= Jon Fjeldså =

Norwegian-born Danish ornithologist

Jon Fjeldså (born 13 December 1942) is a Norwegian-born Danish ornithologist and bird artist. Fjeldså has authored several books and published numerous research papers, primarily focusing on grebes, birds of the Andes and Eastern Arc Mountains, and evolution of passerines. He is an emeritus professor at the University of Copenhagen.

==Early life and military service==
Jon Fjeldså was born in southwestern Norway in Hauge to two Danish parents, Anine Knudsen and Per Fjeldså, and grew up in Bodø. Per Fjeldså would often take his sons on nature trips to look at animals, and early on Jon became particularly interested in birds. His focus on grebes started when he was young and found a trusting pair of horned grebes, allowing him to closely observe their behavior.
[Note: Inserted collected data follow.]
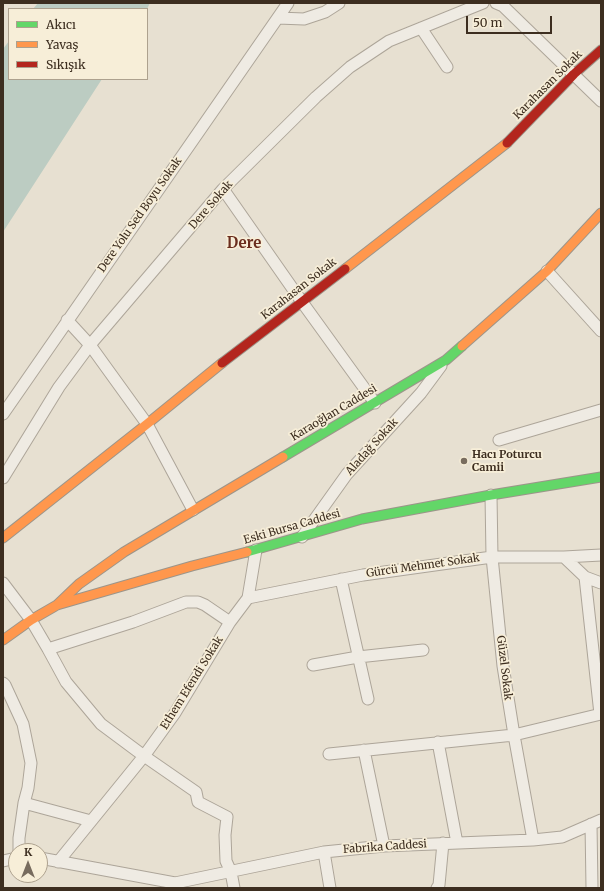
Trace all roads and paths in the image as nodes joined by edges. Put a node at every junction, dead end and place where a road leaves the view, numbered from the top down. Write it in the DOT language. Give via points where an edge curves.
graph roads {
  1 [pos="288,3"];
  2 [pos="339,3"];
  3 [pos="483,3"];
  4 [pos="496,3"];
  5 [pos="278,18"];
  6 [pos="422,28"];
  7 [pos="601,50"];
  8 [pos="447,67"];
  9 [pos="574,74"];
  10 [pos="601,101"];
  11 [pos="223,189"];
  12 [pos="601,213"];
  13 [pos="547,271"];
  14 [pos="302,302"];
  15 [pos="67,320"];
  16 [pos="601,330"];
  17 [pos="90,345"];
  18 [pos="446,360"];
  19 [pos="375,402"];
  20 [pos="601,410"];
  21 [pos="3,414"];
  22 [pos="147,424"];
  23 [pos="499,440"];
  24 [pos="601,477"];
  25 [pos="3,478"];
  26 [pos="491,495"];
  27 [pos="193,510"];
  28 [pos="302,537"];
  29 [pos="3,538"];
  30 [pos="256,550"];
  31 [pos="601,555"];
  32 [pos="492,557"];
  33 [pos="564,557"];
  34 [pos="585,577"];
  35 [pos="341,579"];
  36 [pos="3,583"];
  37 [pos="601,584"];
  38 [pos="248,598"];
  39 [pos="57,605"];
  40 [pos="30,620"];
  41 [pos="230,622"];
  42 [pos="3,640"];
  43 [pos="48,649"];
  44 [pos="423,650"];
  45 [pos="358,656"];
  46 [pos="313,665"];
  47 [pos="3,683"];
  48 [pos="368,699"];
  49 [pos="600,714"];
  50 [pos="514,735"];
  51 [pos="438,742"];
  52 [pos="364,750"];
  53 [pos="329,754"];
  54 [pos="144,756"];
  55 [pos="24,803"];
  56 [pos="91,821"];
  57 [pos="596,822"];
  58 [pos="533,840"];
  59 [pos="19,843"];
  60 [pos="443,843"];
  61 [pos="457,843"];
  62 [pos="384,846"];
  63 [pos="324,852"];
  64 [pos="48,860"];
  65 [pos="58,862"];
  66 [pos="231,872"];
  67 [pos="174,886"];
  68 [pos="234,888"];
  69 [pos="330,888"];
  70 [pos="437,888"];
  71 [pos="592,888"];
  1 -- 5 [label="street, Dere Yolu Sed Boyu Sokak"];
  2 -- 5 [label="street" via="304,20"];
  3 -- 6 [label="street, Dere Sokak"];
  4 -- 9 [label="street" via="503,6"];
  5 -- 15 [label="street, Dere Yolu Sed Boyu Sokak"];
  6 -- 8 [label="street"];
  6 -- 11 [label="street, Dere Sokak" via="389,41 350,67"];
  7 -- 9 [label="street, Karahasan Sokak"];
  9 -- 10 [label="street"];
  9 -- 14 [label="street, Karahasan Sokak" via="508,142"];
  11 -- 14 [label="street"];
  11 -- 17 [label="street, Dere Sokak"];
  12 -- 13 [label="street, Karaoğlan Caddesi"];
  13 -- 16 [label="street"];
  13 -- 18 [label="street, Karaoğlan Caddesi"];
  14 -- 19 [label="street"];
  14 -- 22 [label="street, Karahasan Sokak"];
  15 -- 17 [label="street"];
  15 -- 21 [label="street, Dere Yolu Sed Boyu Sokak"];
  17 -- 22 [label="street"];
  17 -- 25 [label="street, Dere Sokak" via="59,387"];
  18 -- 19 [label="street, Karaoğlan Caddesi"];
  18 -- 28 [label="street, Aladağ Sokak" via="421,393 347,474"];
  19 -- 27 [label="street, Karaoğlan Caddesi"];
  20 -- 23 [label="street"];
  22 -- 27 [label="street"];
  22 -- 29 [label="street, Karahasan Sokak"];
  24 -- 26 [label="street, Eski Bursa Caddesi"];
  26 -- 28 [label="street, Eski Bursa Caddesi" via="362,520"];
  26 -- 32 [label="street, Güzel Sokak"];
  27 -- 39 [label="street, Karaoğlan Caddesi" via="124,552 79,584"];
  28 -- 30 [label="street, Eski Bursa Caddesi"];
  30 -- 38 [label="street, Ethem Efendi Sokak"];
  30 -- 39 [label="street, Eski Bursa Caddesi"];
  31 -- 33 [label="street, Gürcü Mehmet Sokak"];
  32 -- 33 [label="street, Gürcü Mehmet Sokak"];
  32 -- 35 [label="street, Gürcü Mehmet Sokak"];
  32 -- 50 [label="street, Güzel Sokak" via="503,666"];
  33 -- 34 [label="street"];
  34 -- 37 [label="street"];
  34 -- 49 [label="street"];
  35 -- 38 [label="street, Gürcü Mehmet Sokak"];
  35 -- 45 [label="street"];
  36 -- 40 [label="street"];
  38 -- 41 [label="street, Ethem Efendi Sokak"];
  39 -- 40 [label="street, Eski Bursa Caddesi"];
  40 -- 42 [label="street, Eski Bursa Caddesi"];
  40 -- 43 [label="street"];
  41 -- 43 [label="street" via="205,605 186,602"];
  41 -- 54 [label="street, Ethem Efendi Sokak" via="175,714"];
  43 -- 54 [label="street" via="66,682 101,724"];
  44 -- 45 [label="street"];
  45 -- 46 [label="street"];
  45 -- 48 [label="street"];
  47 -- 55 [label="street" via="23,724 31,763"];
  49 -- 50 [label="street"];
  50 -- 51 [label="street"];
  50 -- 58 [label="street, Güzel Sokak"];
  51 -- 52 [label="street"];
  51 -- 61 [label="street"];
  52 -- 53 [label="street"];
  52 -- 62 [label="street"];
  54 -- 56 [label="street, Ethem Efendi Sokak"];
  54 -- 66 [label="street" via="196,792 198,802 227,817 226,861"];
  55 -- 56 [label="street"];
  55 -- 59 [label="street"];
  56 -- 65 [label="street, Ethem Efendi Sokak"];
  57 -- 58 [label="street, Fabrika Caddesi" via="562,837"];
  57 -- 71 [label="street"];
  58 -- 61 [label="street, Fabrika Caddesi"];
  60 -- 61 [label="street, Fabrika Caddesi"];
  60 -- 62 [label="street, Fabrika Caddesi"];
  60 -- 70 [label="street"];
  62 -- 63 [label="street, Fabrika Caddesi"];
  63 -- 66 [label="street, Fabrika Caddesi"];
  63 -- 69 [label="street"];
  64 -- 65 [label="street"];
  65 -- 67 [label="street"];
  66 -- 67 [label="street, Fabrika Caddesi"];
  66 -- 68 [label="street"];
}
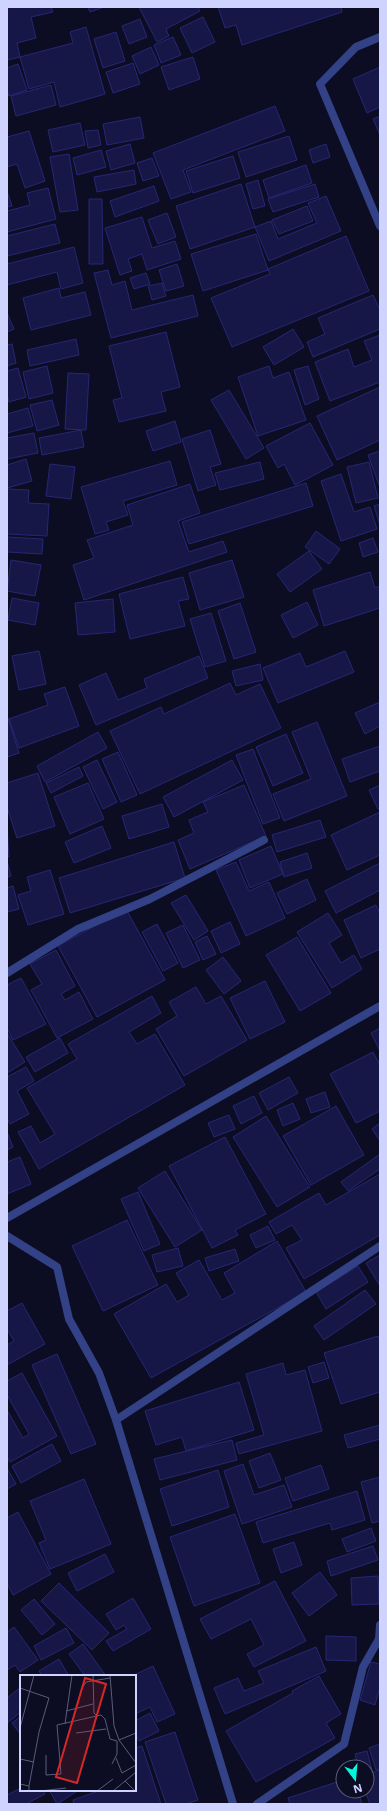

Growing up after World War II, he and his playmates also played with leftover ammunition and weapons found in the region. After finishing secondary school, he served in the Norwegian army on the Russian-Norwegian border in 1961–62. With his photographic memory and abilities with a binocular and as an illustrator (photography at Russia's border was strictly illegal), he was able to bring new information and details to Norway on an improved version of the Russian AK-47 Kalashnikov rifle, and made detailed plans of the exterior of Russian border stations.

==Later life and ornithology==
After leaving the Norwegian army, he began to study biology at the University of Bergen, graduating in 1970. He then joined the Copenhagen Zoological Museum in Denmark as a curator, inspired by Finn Salomonsen and its international research. In 1974, he published his PhD thesis on the horned grebe and the following year he received his doctorate at the University of Copenhagen. He became a professor of zoology at the University of Copenhagen in 1996. The Andes of South America is home to many species of grebes, which initially brought him to the region. His international field work played an important role in the foundation of the tissue collection (blood samples, etc) at the Danish Natural History Museum, which today houses the second-largest bird DNA collection in the world.

Fjeldså has authored and co-authored several books, notably the Guide to the young of European precocial birds (1977), Birds of the High Andes (1990, co-authored with Niels Krabbe), The Grebes: Podicipedidae (2004) and The Largest Avian Radiation: The Evolution of Perching Birds, or the Order Passeriformes (2020, primary author and editor together with Les Christidis and Per G. P. Ericson), has illustrated or otherwise provided information for many books, and has published hundreds of research papers, primarily focusing on grebes, birds of the Andes and Eastern Arc Mountains, and evolution of the passerines. He has described several bird species and subspecies from South America and Africa, especially the Andes and Eastern Arc Mountains, such as Cranioleuca henricae (Bolivian spinetail) from Bolivia, Laterallus jamaicensis tuerosi (Junin crake) and Atlapetes melanopsis (black-spectacled brushfinch) from Peru, and Batis crypta (dark batis), Sheppardia aurantiithorax (Rubeho akalat) and Xenoperdix udzungwensis (Udzungwa forest partridge) from Tanzania. Epinecrophylla haematonota fjeldsaai (Yasuni antwren) was named in his honour.